February 17, 2009 at 6:15 pm
I think those are more like what I think are the real problems!
The language of the situation is given as part of its structure, but is used to nominate parts of the situation, or elements of its meta-structure. The encyclopedia of the situation is the collection of different ways in which parts of the situation can be discriminated by predicates formed using the linguistic elements presented within the situation itself (note that the situation is not composed of linguistic elements, it just happens to present some alongside other things).
For example, given the situation of France, the set of French students is a subset of everything presented as France, an element of the metastructure of that situation; the language of the situation allows predicates to be composed that can discriminate students from non-students, French citizens from non-French citizens and so on. Here the language of one situation is involved in the predicative separation of another, and in this sense the count-as-one of French students does involve predication – but only with respect to an already-counted multiple. That is a core restriction of ZF set theory: the formation of sets is not initially tied to predication, although the elaboration of further sets on the basis of a given set may involve predicative “moves”. One might note that France itself is in the position of being a sub-multiple separated from a larger situation – that of the global human situation – by predication. But this does not mean that the count-as-one is primordially correlated to human / linguistic conceptual mappings, but rather that such mappings are themselves enabled by the axioms governing the count – in particular the powerset axiom and the axiom schema of separation.
February 21, 2009 at 1:43 am
[…] recent posts have been written jumping in on the critiques of Badiou’s ontology by Graham and me. Over at Complete Lies, Michael develops a critique of Badiou on the grounds of onto-ontology. […]
February 5, 2010 at 4:18 am
Hello, I just stumbled across this blog. I haven’t read all the comments, and of Badiou’s work I’ve only read B&E.
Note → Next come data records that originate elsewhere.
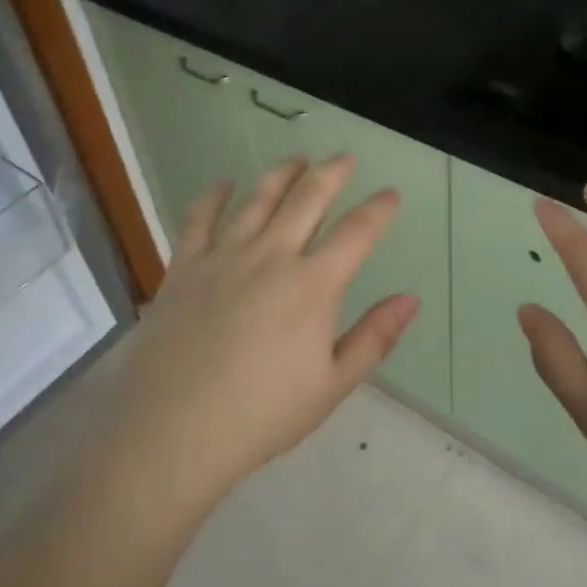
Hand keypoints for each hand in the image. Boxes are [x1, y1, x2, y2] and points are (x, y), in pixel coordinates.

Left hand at [96, 156, 420, 516]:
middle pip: (308, 198)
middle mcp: (271, 256)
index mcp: (313, 285)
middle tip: (344, 158)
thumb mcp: (332, 385)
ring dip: (282, 173)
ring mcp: (224, 256)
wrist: (175, 427)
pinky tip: (223, 183)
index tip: (391, 194)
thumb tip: (411, 299)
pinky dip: (213, 195)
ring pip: (258, 198)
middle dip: (331, 173)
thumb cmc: (262, 414)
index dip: (378, 209)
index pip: (356, 233)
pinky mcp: (185, 266)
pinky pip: (199, 218)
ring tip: (297, 158)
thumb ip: (375, 337)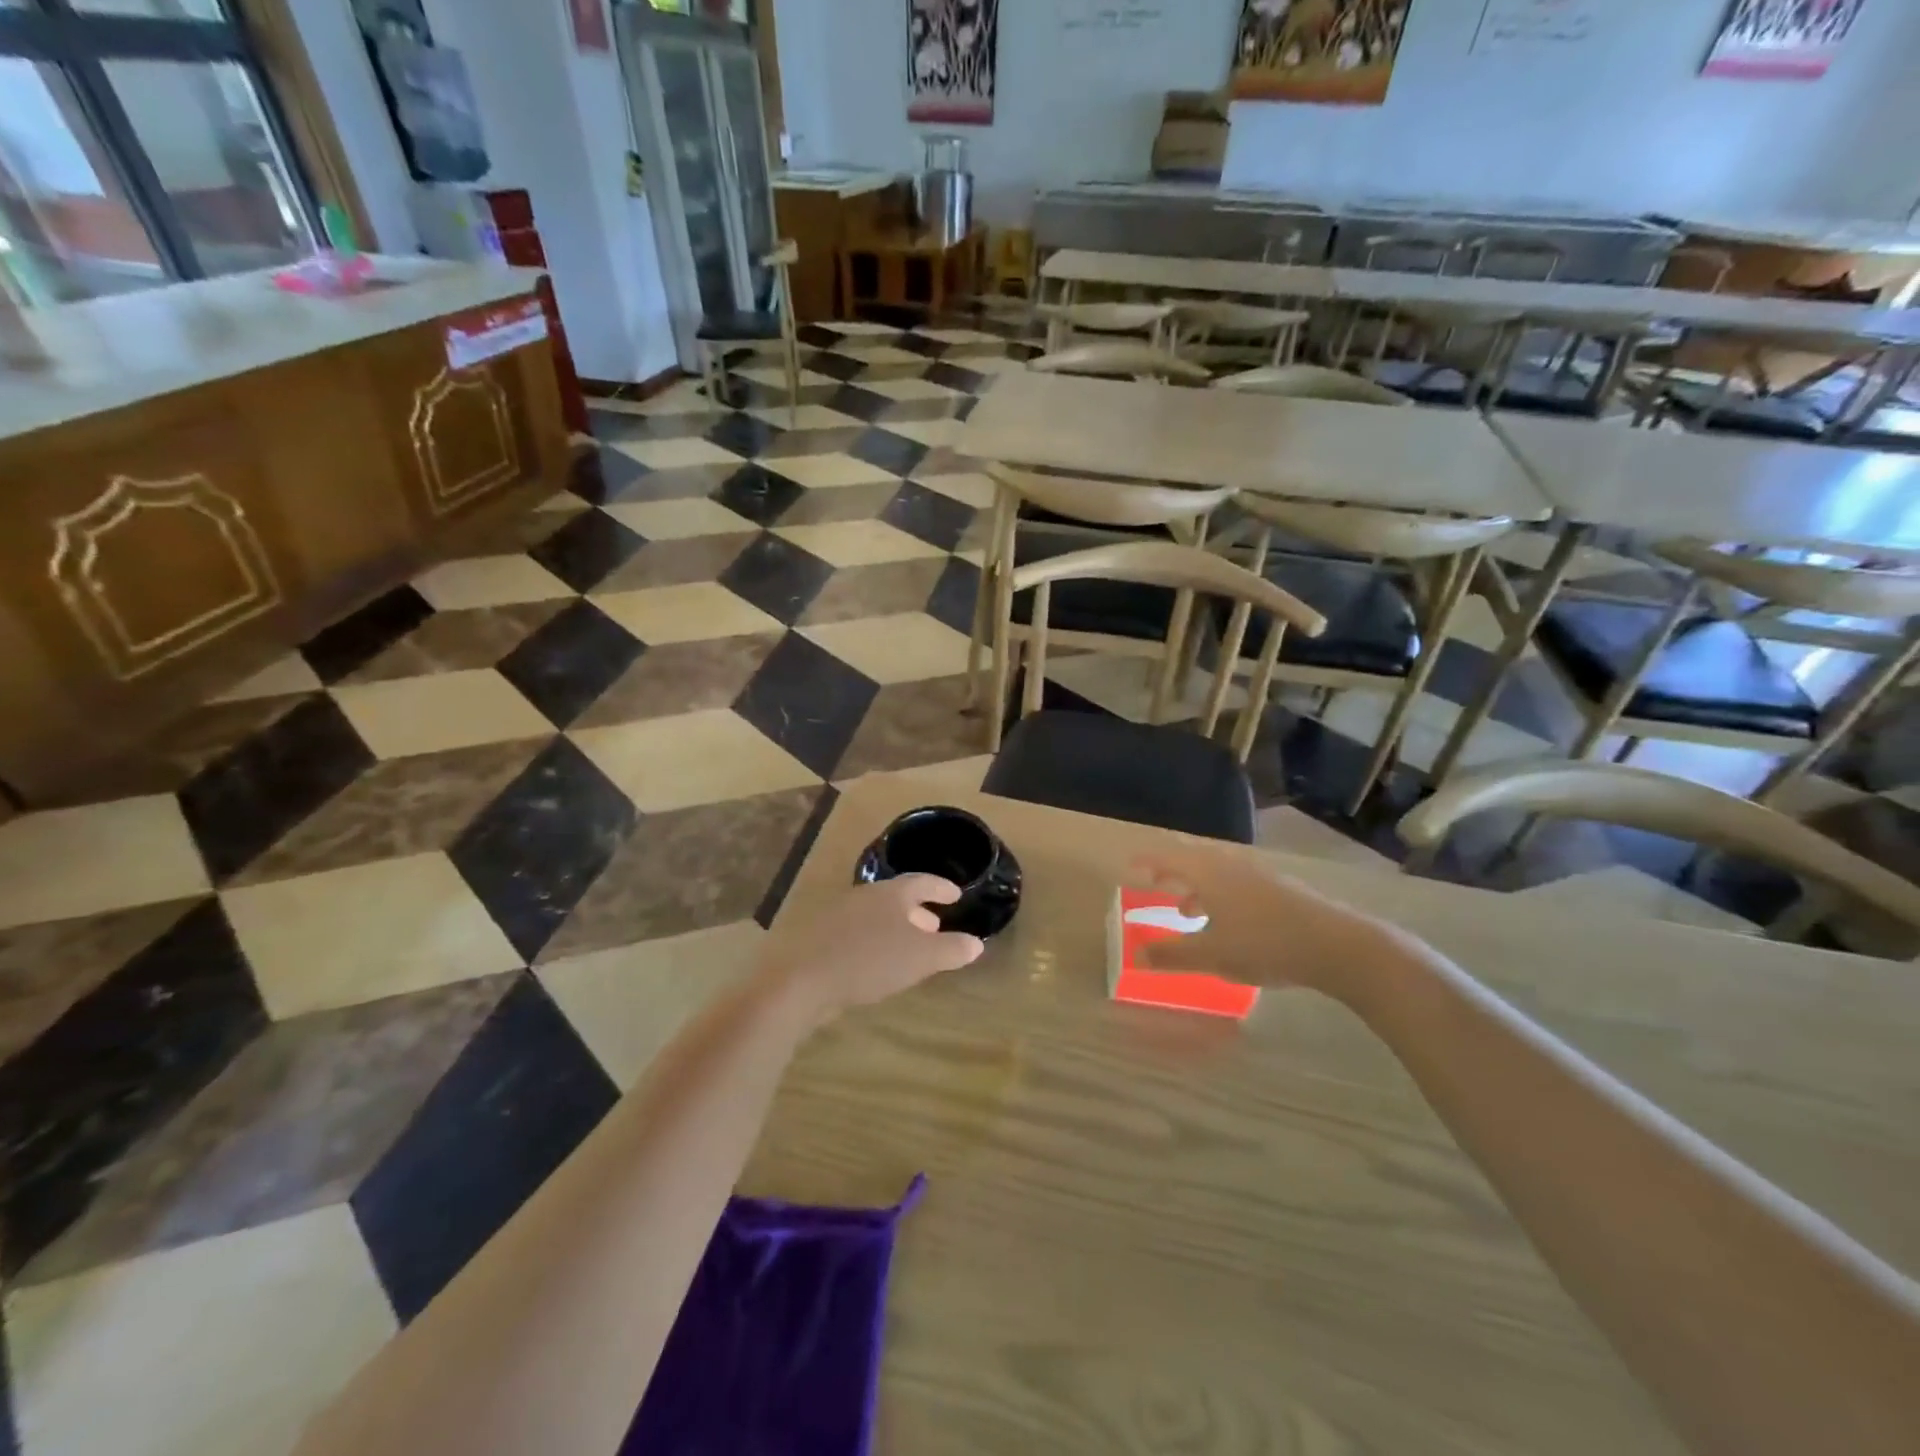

Nonetheless, isn’t asking for an account of the count-as-one akin to asking for a definition of ‘set?’ But the concept of set is considered self-evident by mathematicians (and ontologists, for Badiou), so I don’t see why he would ever provide such an account. As I read it, the count-as-one is inherent to what is self-evidently called a set.
March 1, 2010 at 4:04 pm
It seems to me that the count-as-one is not a set but rather the function of choice, but I could be wrong. Can anyone explain the difference between the count-as-one and the function of choice?